MCP Web UI is a web‑based host for the Model Context Protocol, offering real‑time chat, streaming responses, and flexible configuration across Anthropic, OpenAI, Ollama, and OpenRouter models while managing context aggregation and persistent history.

Capabilities

Resources
Access data sources
Tools
Execute functions
Prompts
Pre-built templates
Sampling
AI model interactions

Demo Screenshot

Overview

MCP Web UI is a web‑based host that implements the Model Context Protocol (MCP) to streamline interactions between AI assistants and large language models. By acting as a single entry point, it aggregates context from multiple LLM providers, handles prompt engineering, and coordinates streaming responses—all while maintaining a coherent conversation history. For developers building AI‑powered applications, this server removes the need to manage separate client libraries for each model provider and instead offers a unified interface that adheres to MCP standards.

The server’s core value lies in its context‑aware architecture. It stores conversation history in a lightweight BoltDB database, enabling seamless context retrieval and incremental updates. When an AI client requests a new turn, MCP Web UI packages the relevant chat history into a single prompt and forwards it to the chosen LLM provider.
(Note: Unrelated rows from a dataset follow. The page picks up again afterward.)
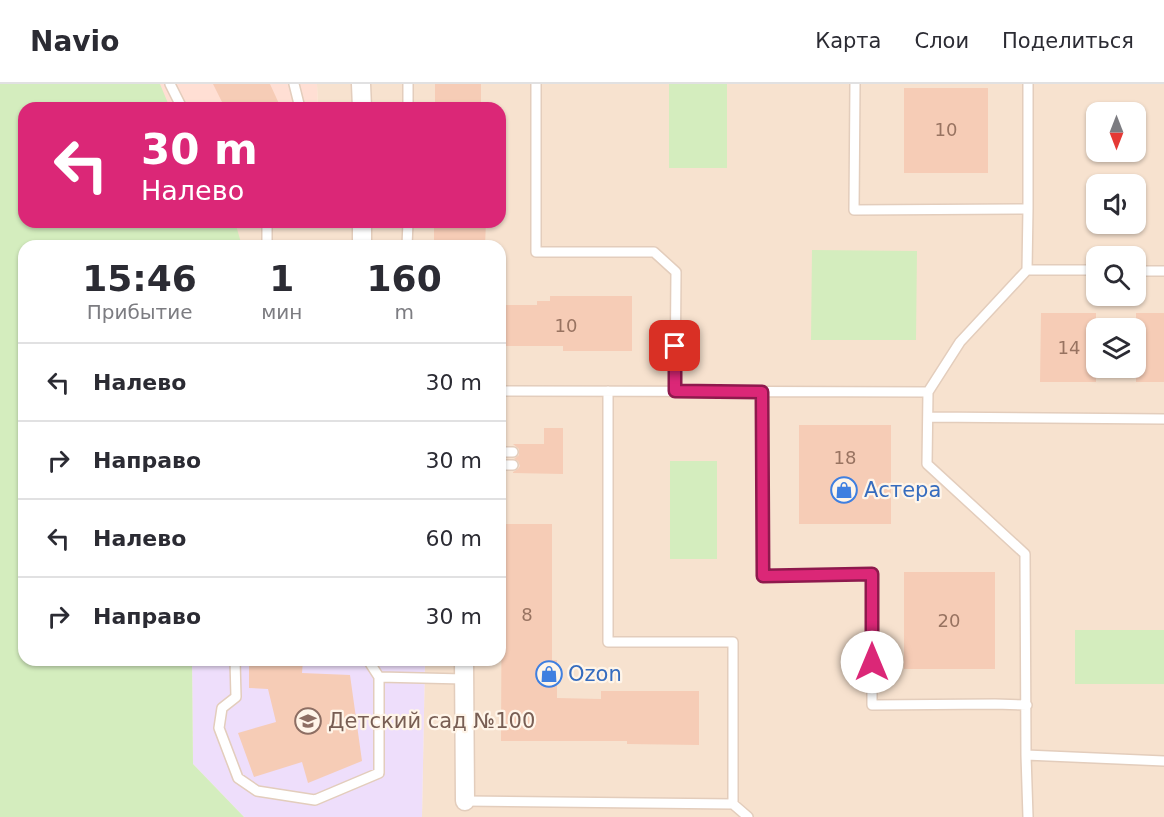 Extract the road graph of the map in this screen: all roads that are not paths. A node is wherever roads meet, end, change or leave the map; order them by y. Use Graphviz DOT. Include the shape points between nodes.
graph roads {
  1 [pos="170,84"];
  2 [pos="294,84"];
  3 [pos="362,84"];
  4 [pos="408,84"];
  5 [pos="536,84"];
  6 [pos="855,84"];
  7 [pos="1028,84"];
  8 [pos="179,102"];
  9 [pos="298,102"];
  10 [pos="362,102"];
  11 [pos="408,102"];
  12 [pos="1028,209"];
  13 [pos="1027,270"];
  14 [pos="1086,270"];
  15 [pos="1146,271"];
  16 [pos="1164,271"];
  17 [pos="506,391"];
  18 [pos="608,391"];
  19 [pos="675,391"];
  20 [pos="762,392"];
  21 [pos="928,392"];
  22 [pos="928,417"];
  23 [pos="1164,419"];
  24 [pos="506,452"];
  25 [pos="513,452"];
  26 [pos="506,465"];
  27 [pos="513,465"];
  28 [pos="235,666"];
  29 [pos="372,666"];
  30 [pos="465,666"];
  31 [pos="379,677"];
  32 [pos="464,679"];
  33 [pos="1027,705"];
  34 [pos="1026,755"];
  35 [pos="1164,761"];
  36 [pos="465,801"];
  37 [pos="733,804"];
  38 [pos="748,817"];
  39 [pos="1028,817"];
  1 -- 8 [label="lane"];
  2 -- 9 [label="lane"];
  3 -- 10 [label="street"];
  4 -- 11 [label="lane"];
  5 -- 19 [label="lane" via="536,252 654,252 676,272"];
  6 -- 12 [label="lane" via="854,210"];
  7 -- 12 [label="lane"];
  12 -- 13 [label="lane"];
  13 -- 14 [label="lane"];
  13 -- 21 [label="lane" via="960,342"];
  15 -- 16 [label="lane"];
  17 -- 18 [label="lane"];
  18 -- 19 [label="lane"];
  18 -- 37 [label="lane" via="608,642 733,642"];
  19 -- 20 [label="lane"];
  20 -- 21 [label="lane"];
  20 -- 33 [label="lane" via="763,576 872,574 872,705"];
  21 -- 22 [label="lane"];
  22 -- 23 [label="lane"];
  22 -- 33 [label="lane" via="927,464 1025,554"];
  24 -- 25 [label="lane"];
  26 -- 27 [label="lane"];
  28 -- 31 [label="lane" via="236,696 222,708 219,728 238,778 256,791 315,800 379,773"];
  29 -- 31 [label="lane"];
  30 -- 32 [label="street"];
  31 -- 32 [label="lane"];
  32 -- 36 [label="street"];
  33 -- 34 [label="lane"];
  34 -- 35 [label="lane"];
  34 -- 39 [label="lane"];
  36 -- 37 [label="lane"];
  37 -- 38 [label="lane"];
}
The response is streamed back via Server‑Sent Events (SSE), giving users a real‑time, chat‑like experience without the latency of full round‑trips. This design is particularly useful for building conversational agents that require low‑latency feedback loops, such as customer support bots or interactive coding assistants.

Key features include:

  • Multi‑Provider Integration – Support for Anthropic, OpenAI, Ollama, and OpenRouter in one place. Switching models is as simple as changing a configuration entry.
  • Dynamic Configuration – Runtime‑editable settings for temperature, top‑p/k, token limits, and provider‑specific parameters. Developers can fine‑tune behavior per session or globally without redeploying.
  • Persistent History – BoltDB persistence keeps chat logs across restarts, enabling continuity for long‑running conversations or audit trails.
  • Advanced Context Aggregation – The server automatically prunes and compresses older messages, ensuring that prompt size stays within provider limits while preserving essential context.
  • SSE Streaming – Real‑time token delivery keeps UI responsive and reduces perceived latency, especially important for large models that generate lengthy responses.

Typical use cases span from developer tooling (embedding the UI in IDE extensions to provide on‑the‑fly code explanations) to customer service (quickly switching between GPT and Claude for different support tiers). In research settings, the server can act as a sandbox where multiple models are evaluated side‑by‑side under identical prompts, facilitating comparative studies. Because MCP Web UI adheres to the MCP protocol, it can be easily chained with other MCP hosts or tools, enabling complex workflows such as data retrieval, code execution, or policy enforcement to be composed in a single conversational flow.

In summary, MCP Web UI offers developers a robust, protocol‑compliant hub that unifies multiple LLM providers, manages context efficiently, and delivers a smooth, streaming chat experience—all while keeping configuration simple and extensible.